→ Data provided

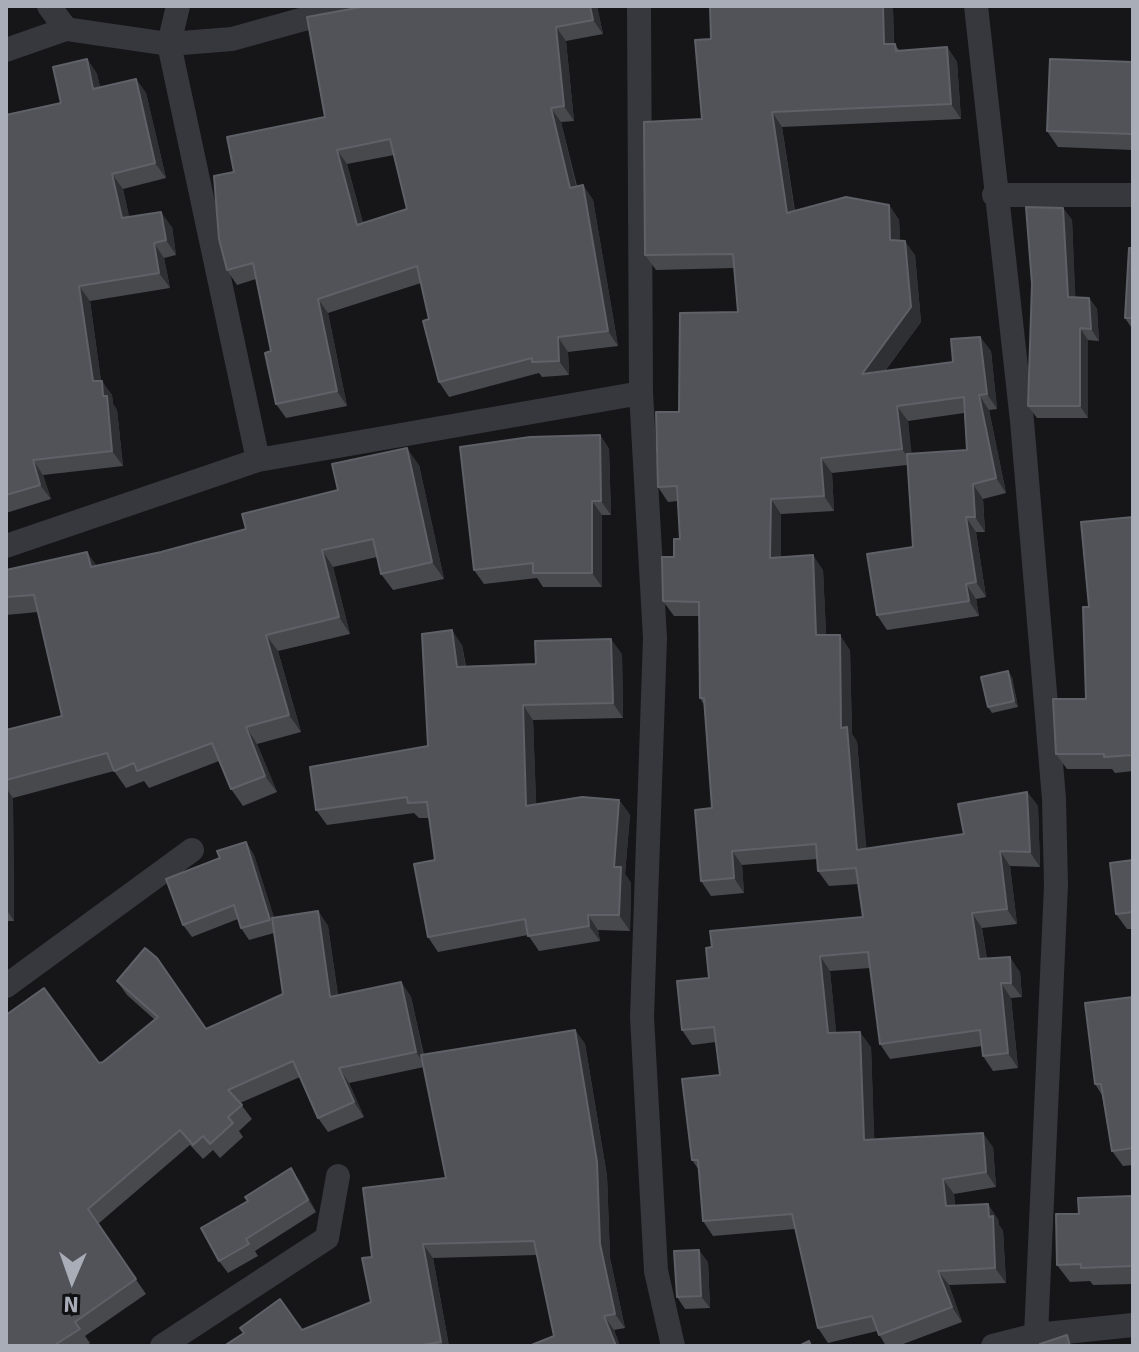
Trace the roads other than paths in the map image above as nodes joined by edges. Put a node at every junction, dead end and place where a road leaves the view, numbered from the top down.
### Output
1 (49, 6) edge
2 (178, 6) edge
3 (351, 6) edge
4 (639, 6) edge
5 (976, 6) edge
6 (66, 29) junction
7 (169, 44) junction
8 (6, 50) edge
9 (994, 195) junction
10 (1133, 195) edge
11 (641, 393) junction
12 (258, 460) junction
13 (6, 546) edge
14 (192, 850) dead end
15 (6, 986) edge
16 (338, 1176) dead end
17 (1133, 1325) edge
18 (1036, 1335) junction
19 (162, 1346) edge
20 (673, 1346) edge
21 (993, 1346) edge

1 - 6 street
2 - 7 street
3 - 7 street
4 - 11 street
5 - 9 street
6 - 7 street
6 - 8 street
7 - 12 street
9 - 10 street
9 - 18 street
11 - 12 street
11 - 20 street
12 - 13 street
14 - 15 street
16 - 19 street
17 - 18 street
18 - 21 street

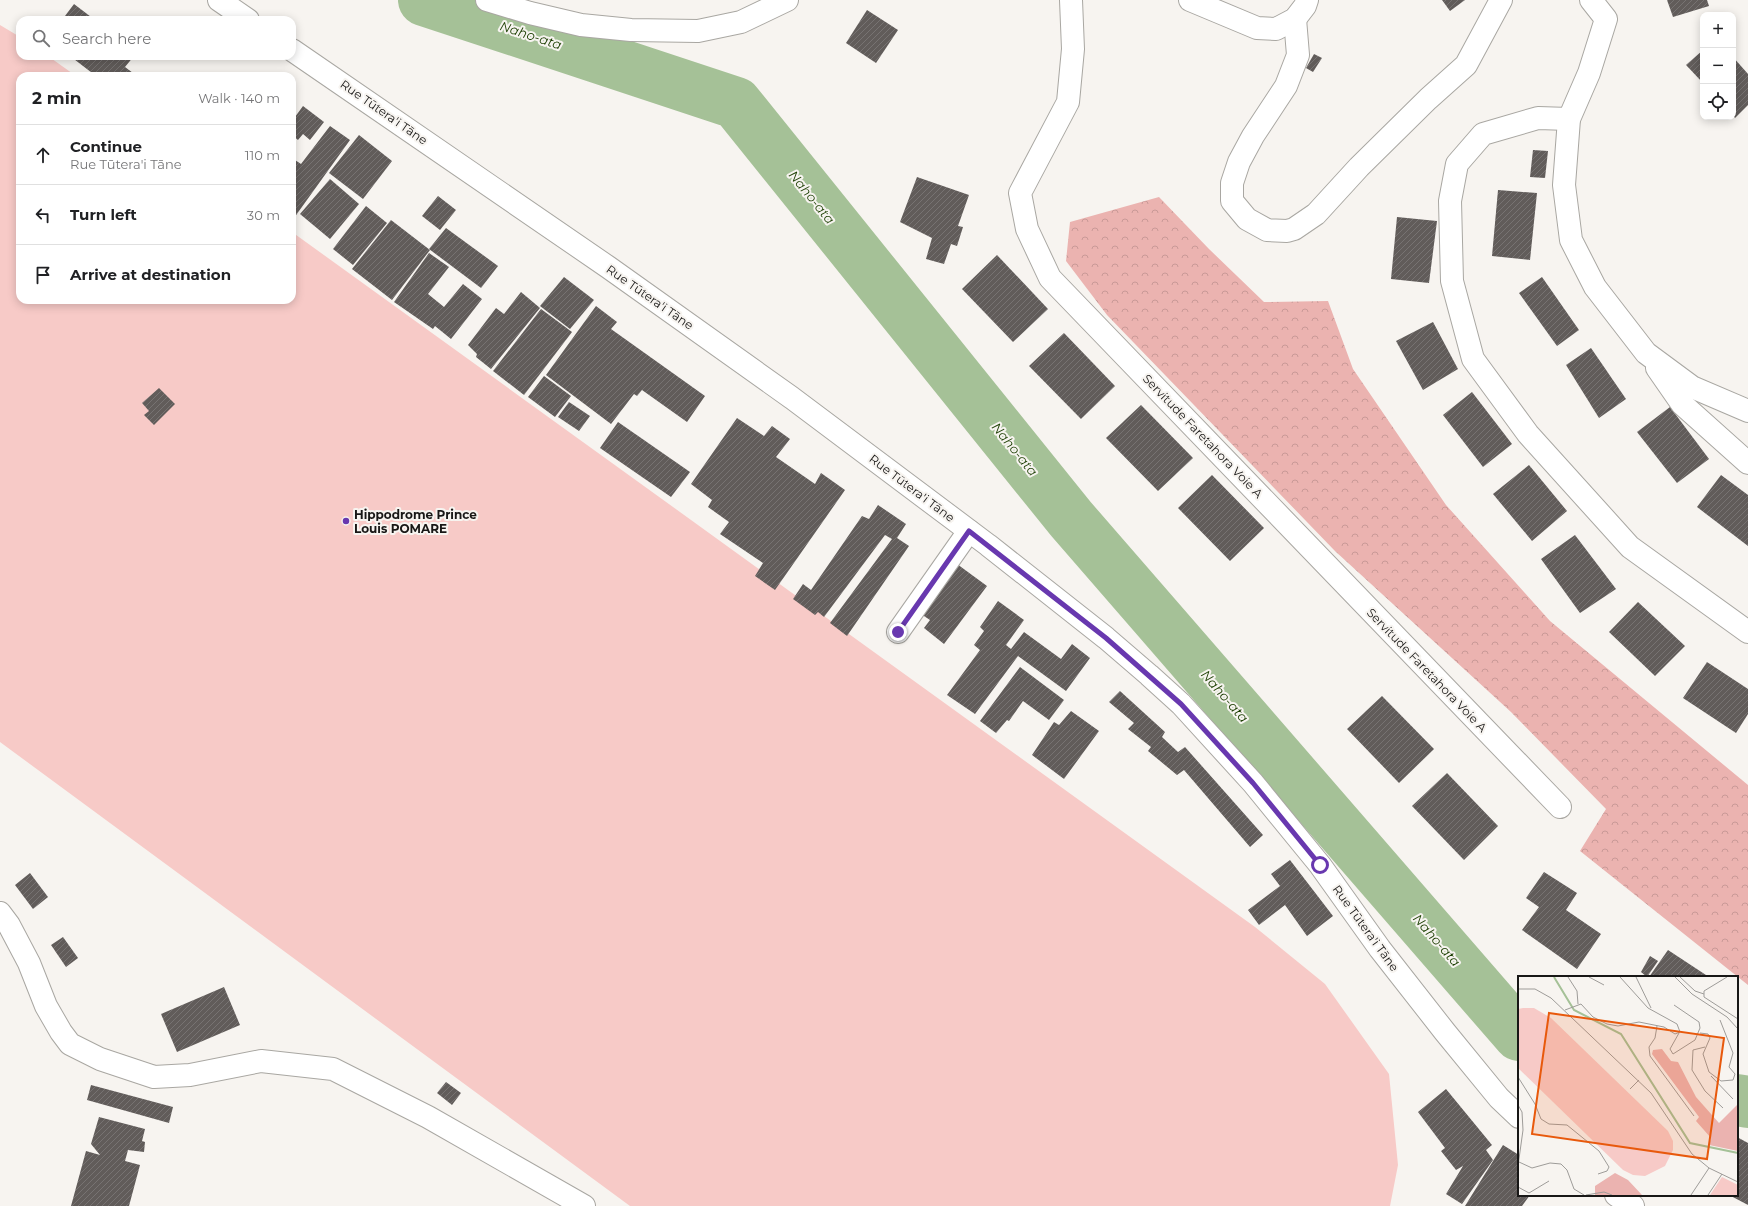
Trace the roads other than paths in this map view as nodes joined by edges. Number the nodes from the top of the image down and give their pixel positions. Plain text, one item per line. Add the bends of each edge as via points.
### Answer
1 (219, 0) edge
2 (487, 0) edge
3 (786, 0) edge
4 (1071, 0) edge
5 (1190, 0) edge
6 (1307, 0) edge
7 (1501, 0) edge
8 (1591, 0) edge
9 (242, 16) edge
10 (1295, 19) junction
11 (296, 53) edge
12 (1569, 119) junction
13 (1646, 353) junction
14 (1748, 411) edge
15 (1748, 463) edge
16 (969, 531) junction
17 (898, 632) dead end
18 (1748, 632) edge
19 (1560, 807) dead end
20 (0, 913) edge
21 (1518, 1116) edge
22 (1618, 1196) edge
23 (584, 1206) edge
24 (1633, 1206) edge

1 - 9 street
2 - 3 street via 581,25 631,30 698,31 741,22
4 - 19 street, Servitude Faretahora Voie A via 1073,49 1068,102 1020,193 1027,229 1050,278
5 - 10 street via 1258,28 1276,29
6 - 10 street
7 - 10 street via 1466,65 1359,167 1316,214 1294,229 1267,230 1247,219 1232,201 1232,183 1239,162 1253,136 1286,86 1298,55
8 - 12 street via 1606,19 1589,73
11 - 16 street, Rue Tūtera'i Tāne via 608,267 792,398
12 - 13 street via 1564,186 1571,240 1595,287
12 - 18 street via 1538,118 1483,134 1457,164 1450,201 1452,282 1473,358 1528,434 1630,547
13 - 14 street via 1692,387
13 - 15 street via 1682,404
16 - 17 street
16 - 21 street, Rue Tūtera'i Tāne via 1106,638 1181,704 1253,783 1320,865 1445,1032 1499,1098
20 - 23 street via 29,963 46,1006 70,1044 100,1059 154,1077 190,1075 261,1061 333,1069 428,1117
22 - 24 street

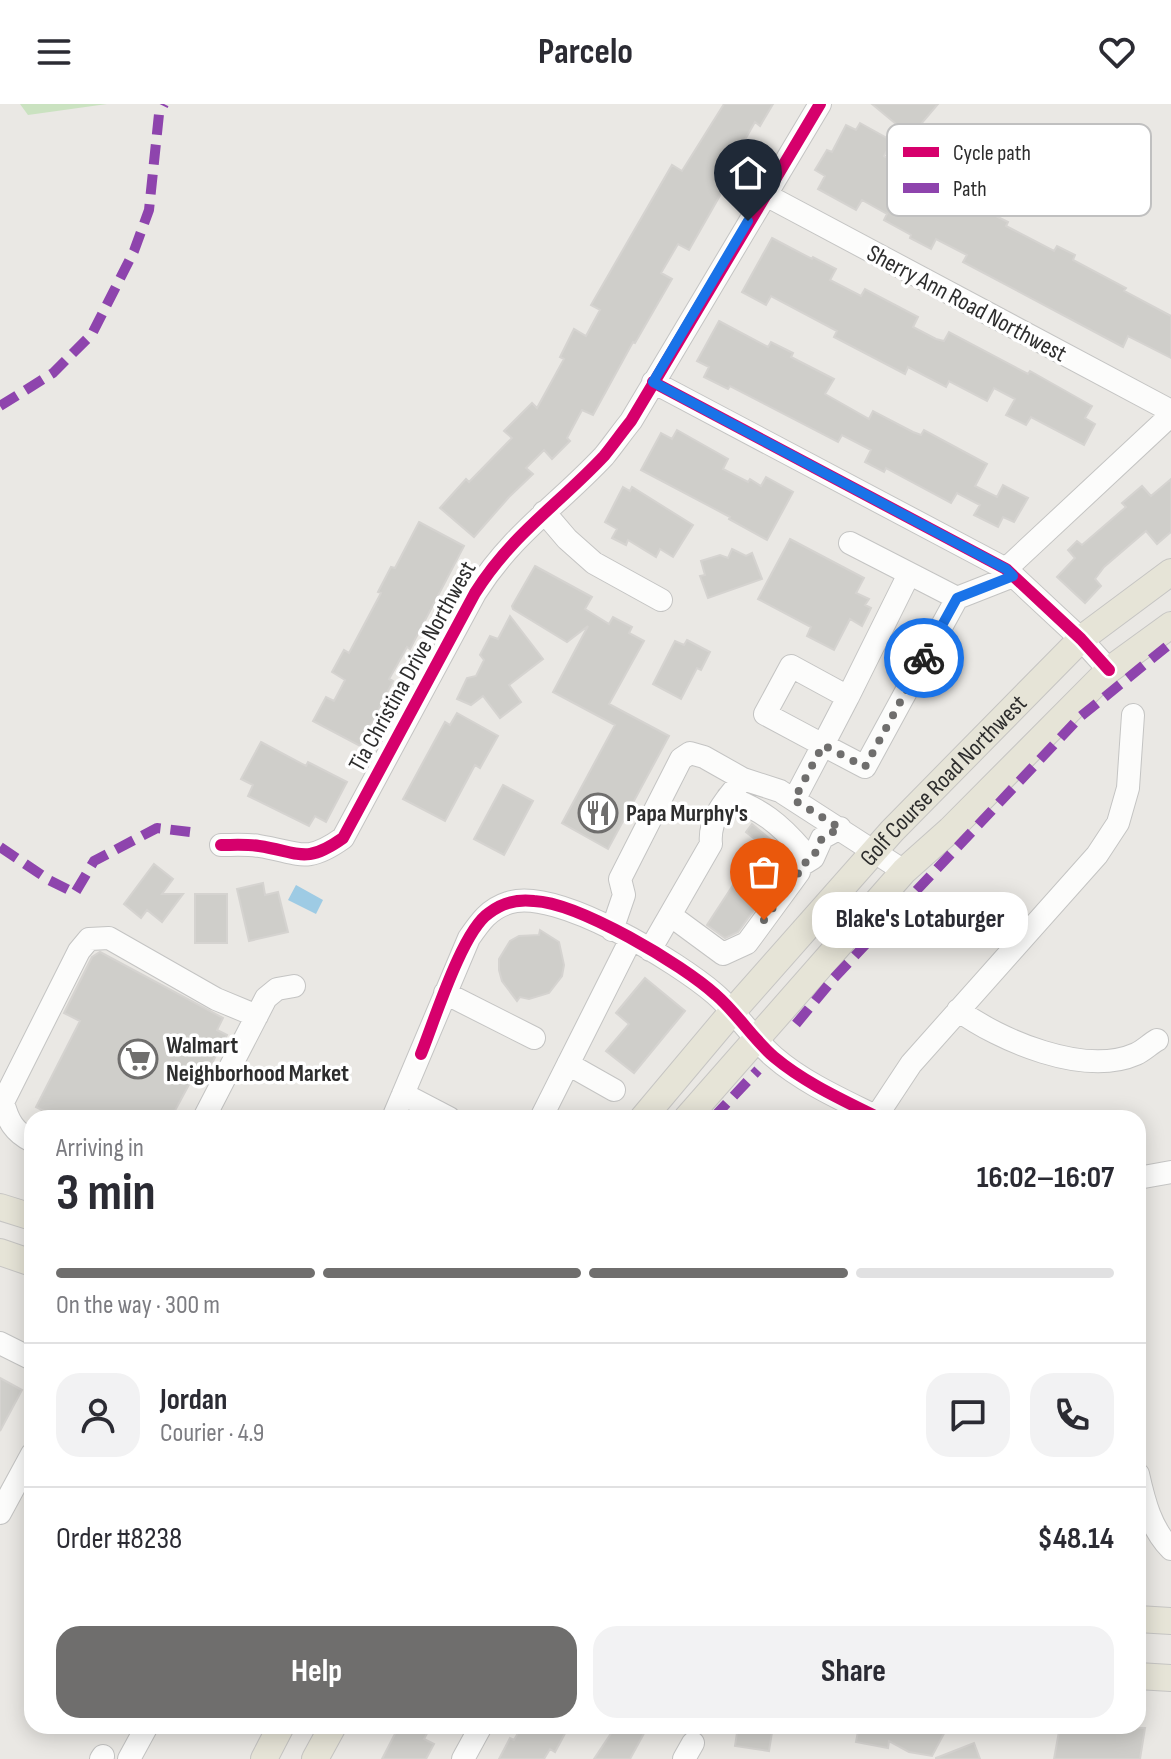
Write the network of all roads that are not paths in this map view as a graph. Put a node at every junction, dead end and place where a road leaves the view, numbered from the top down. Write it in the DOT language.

→ Problem requirements
Please show every line of the entries above that contains the word "leaves".

→ Answer below
Trace the roads other than paths in the map image above as nodes joined by edges. Put a node at every junction, dead end and place where a road leaves the view, numbered from the top down.
Write the network of all roads that are not paths in this map view as a graph. Put a node at every junction, dead end and place where a road leaves the view, numbered from the top down. Write it in the DOT language.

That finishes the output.